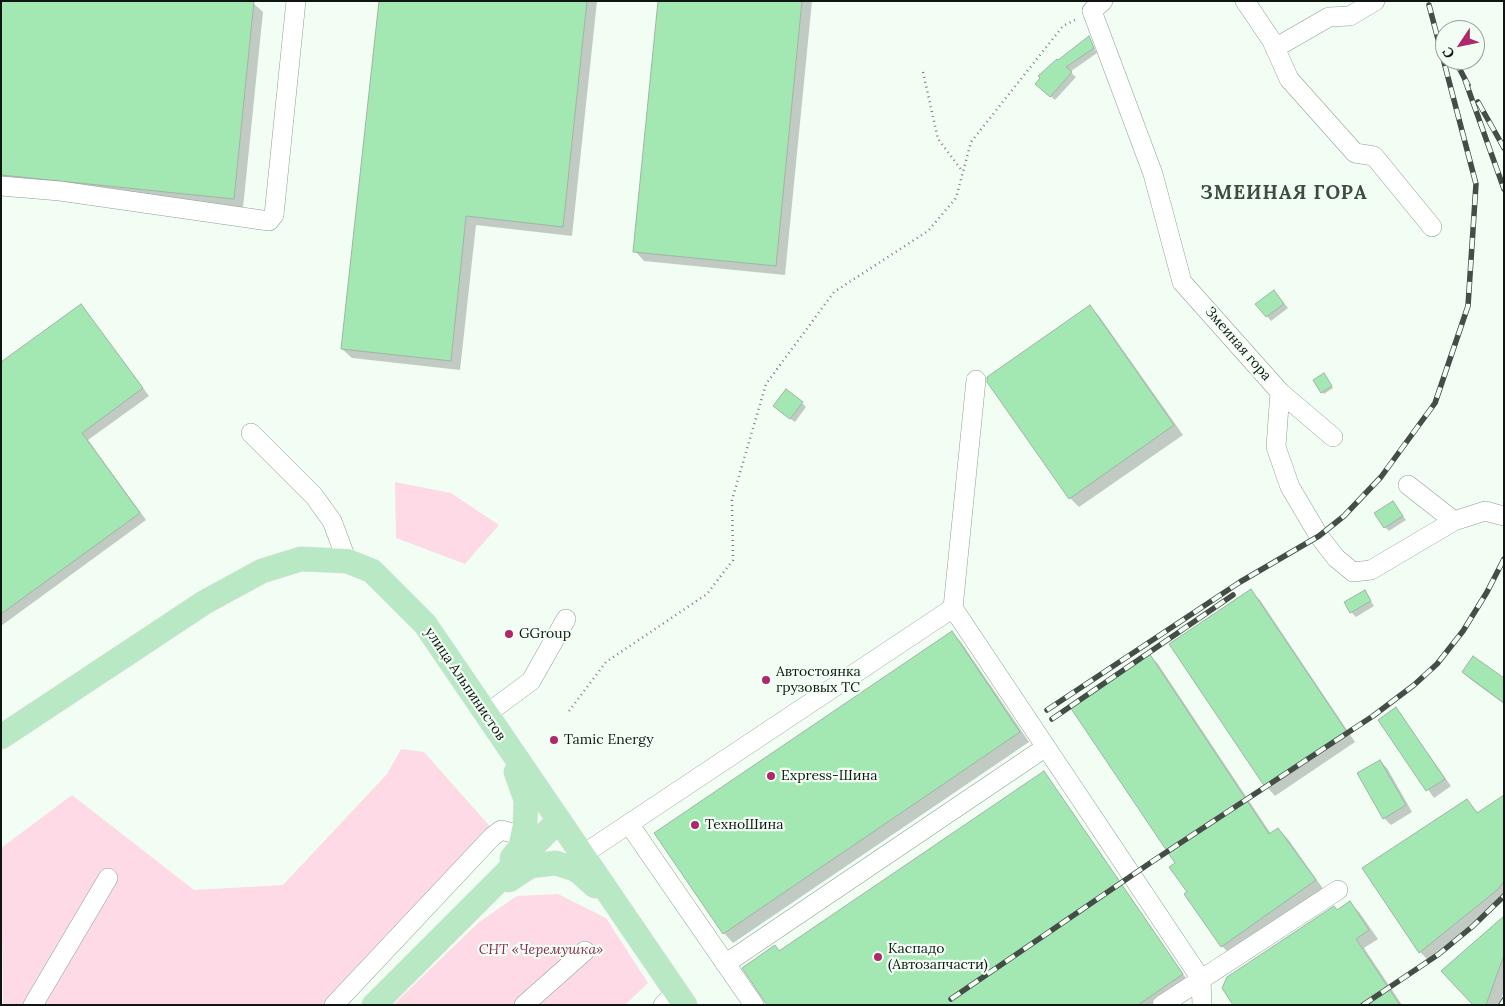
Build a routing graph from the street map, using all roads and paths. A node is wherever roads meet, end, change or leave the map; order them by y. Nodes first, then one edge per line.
1 (296, 1) edge
2 (1245, 1) edge
3 (1375, 1) edge
4 (1097, 6) edge
5 (1274, 48) junction
6 (923, 72) dead end
7 (963, 172) junction
8 (1, 186) edge
9 (1432, 227) dead end
10 (976, 380) dead end
11 (1280, 392) junction
12 (252, 434) dead end
13 (1333, 437) dead end
14 (1408, 485) dead end
15 (1504, 516) edge
16 (1454, 520) junction
17 (347, 561) junction
18 (953, 608) junction
19 (566, 618) dead end
20 (569, 711) dead end
21 (488, 718) junction
22 (1, 737) edge
23 (1046, 747) junction
24 (558, 820) junction
25 (629, 824) junction
26 (524, 836) junction
27 (582, 855) junction
28 (108, 878) dead end
29 (491, 887) junction
30 (1338, 890) dead end
31 (455, 924) junction
32 (635, 930) junction
33 (585, 951) dead end
34 (725, 964) junction
35 (1201, 979) junction
36 (675, 1000) edge
37 (33, 1005) edge
38 (334, 1005) edge
39 (374, 1005) edge
40 (524, 1005) edge
41 (754, 1005) edge
42 (1162, 1005) edge
43 (1202, 1005) edge

1 - 8 street
2 - 5 street
3 - 5 street
4 - 7 path
4 - 11 street, Змеиная гора
5 - 9 street
6 - 7 path
7 - 20 path
10 - 18 street
11 - 13 street
11 - 16 street, Змеиная гора
12 - 17 street
14 - 16 street
15 - 16 street
17 - 21 main road, улица Альпинистов
17 - 22 main road, улица Альпинистов
18 - 23 street
18 - 25 street
19 - 21 street
21 - 24 main road, улица Альпинистов
21 - 26 main road
23 - 34 street
23 - 35 street
24 - 27 main road, улица Альпинистов
24 - 29 main road
25 - 27 street
25 - 34 street
26 - 29 main road
26 - 38 street
27 - 32 main road, улица Альпинистов
28 - 37 street
29 - 31 main road
30 - 35 street
31 - 32 main road
31 - 39 main road
32 - 36 main road, улица Альпинистов
33 - 40 street
34 - 41 street
35 - 42 street
35 - 43 street

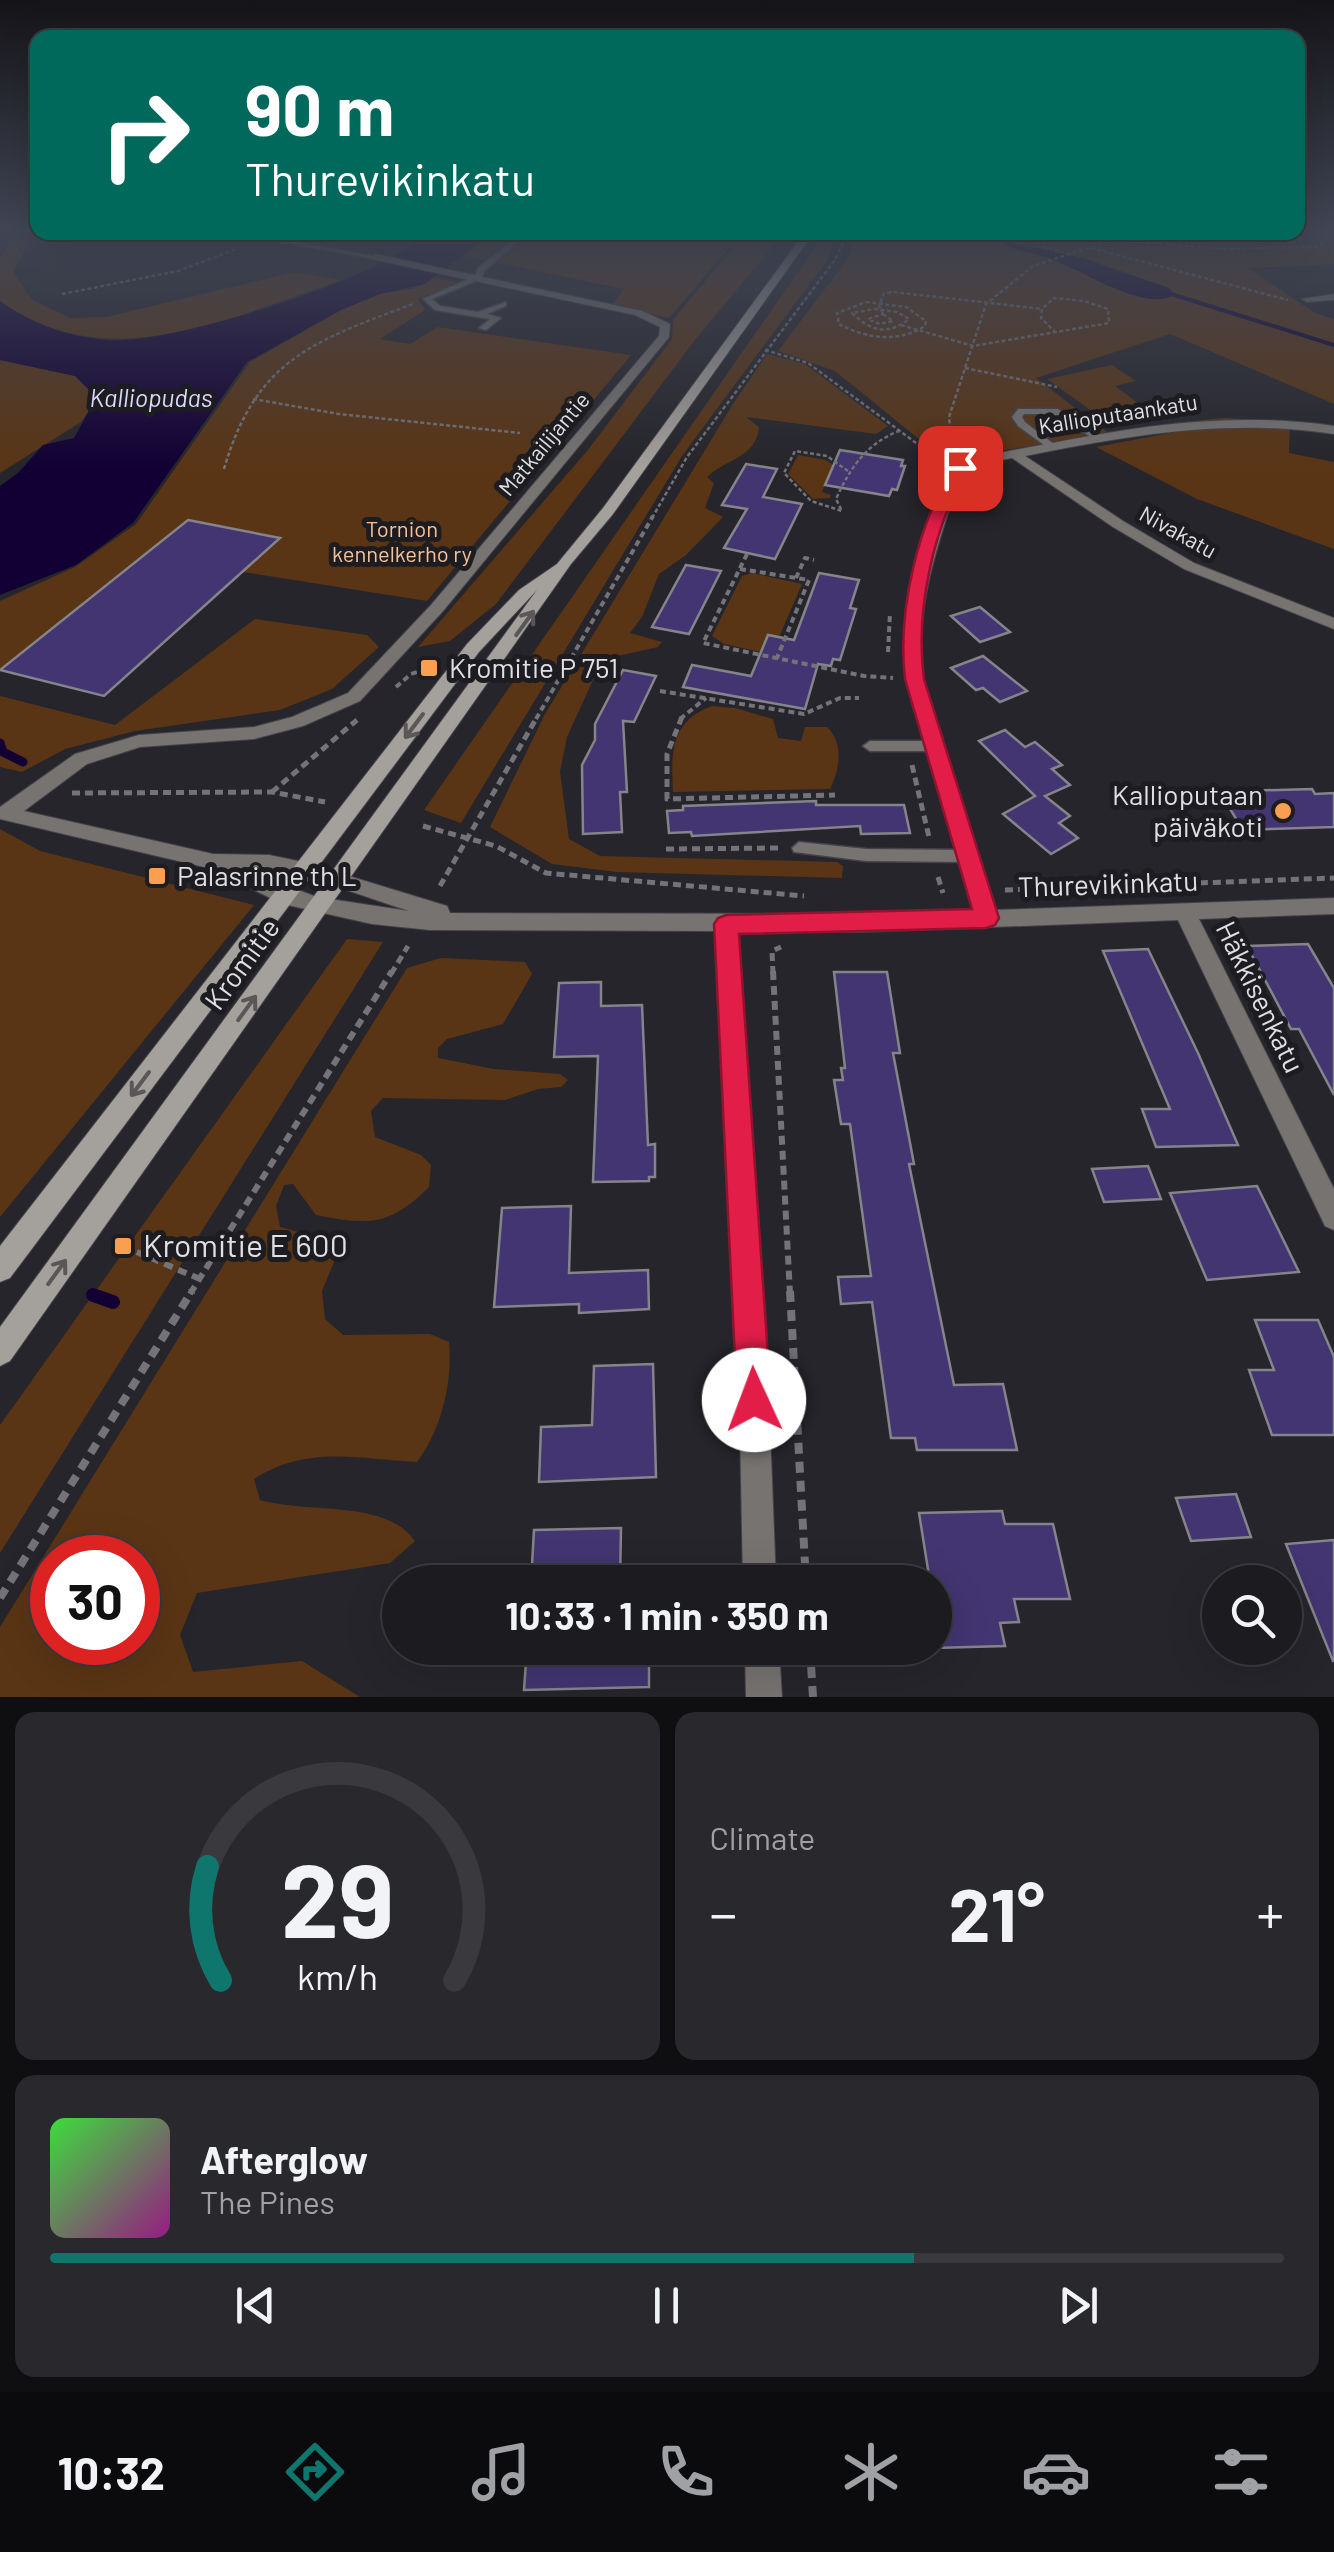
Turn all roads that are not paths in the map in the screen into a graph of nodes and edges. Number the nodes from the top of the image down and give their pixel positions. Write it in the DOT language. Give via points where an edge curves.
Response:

────────────────

** EXERCISE AIM **
Each record above has to be written out again in full, but its pictures must not be.

** SOLUTION TO THE EXERCISE **
Build a routing graph from the street map, using all roads and paths. A node is wherever roads meet, end, change or leave the map; order them by y. Nodes first, then one edge per line.
1 (296, 1) edge
2 (1245, 1) edge
3 (1375, 1) edge
4 (1097, 6) edge
5 (1274, 48) junction
6 (923, 72) dead end
7 (963, 172) junction
8 (1, 186) edge
9 (1432, 227) dead end
10 (976, 380) dead end
11 (1280, 392) junction
12 (252, 434) dead end
13 (1333, 437) dead end
14 (1408, 485) dead end
15 (1504, 516) edge
16 (1454, 520) junction
17 (347, 561) junction
18 (953, 608) junction
19 (566, 618) dead end
20 (569, 711) dead end
21 (488, 718) junction
22 (1, 737) edge
23 (1046, 747) junction
24 (558, 820) junction
25 (629, 824) junction
26 (524, 836) junction
27 (582, 855) junction
28 (108, 878) dead end
29 (491, 887) junction
30 (1338, 890) dead end
31 (455, 924) junction
32 (635, 930) junction
33 (585, 951) dead end
34 (725, 964) junction
35 (1201, 979) junction
36 (675, 1000) edge
37 (33, 1005) edge
38 (334, 1005) edge
39 (374, 1005) edge
40 (524, 1005) edge
41 (754, 1005) edge
42 (1162, 1005) edge
43 (1202, 1005) edge

1 - 8 street
2 - 5 street
3 - 5 street
4 - 7 path
4 - 11 street, Змеиная гора
5 - 9 street
6 - 7 path
7 - 20 path
10 - 18 street
11 - 13 street
11 - 16 street, Змеиная гора
12 - 17 street
14 - 16 street
15 - 16 street
17 - 21 main road, улица Альпинистов
17 - 22 main road, улица Альпинистов
18 - 23 street
18 - 25 street
19 - 21 street
21 - 24 main road, улица Альпинистов
21 - 26 main road
23 - 34 street
23 - 35 street
24 - 27 main road, улица Альпинистов
24 - 29 main road
25 - 27 street
25 - 34 street
26 - 29 main road
26 - 38 street
27 - 32 main road, улица Альпинистов
28 - 37 street
29 - 31 main road
30 - 35 street
31 - 32 main road
31 - 39 main road
32 - 36 main road, улица Альпинистов
33 - 40 street
34 - 41 street
35 - 42 street
35 - 43 street

Turn all roads that are not paths in the map in the screen into a graph of nodes and edges. Number the nodes from the top of the image down and give their pixel positions. Write it in the DOT language. Give via points where an edge curves.
Response:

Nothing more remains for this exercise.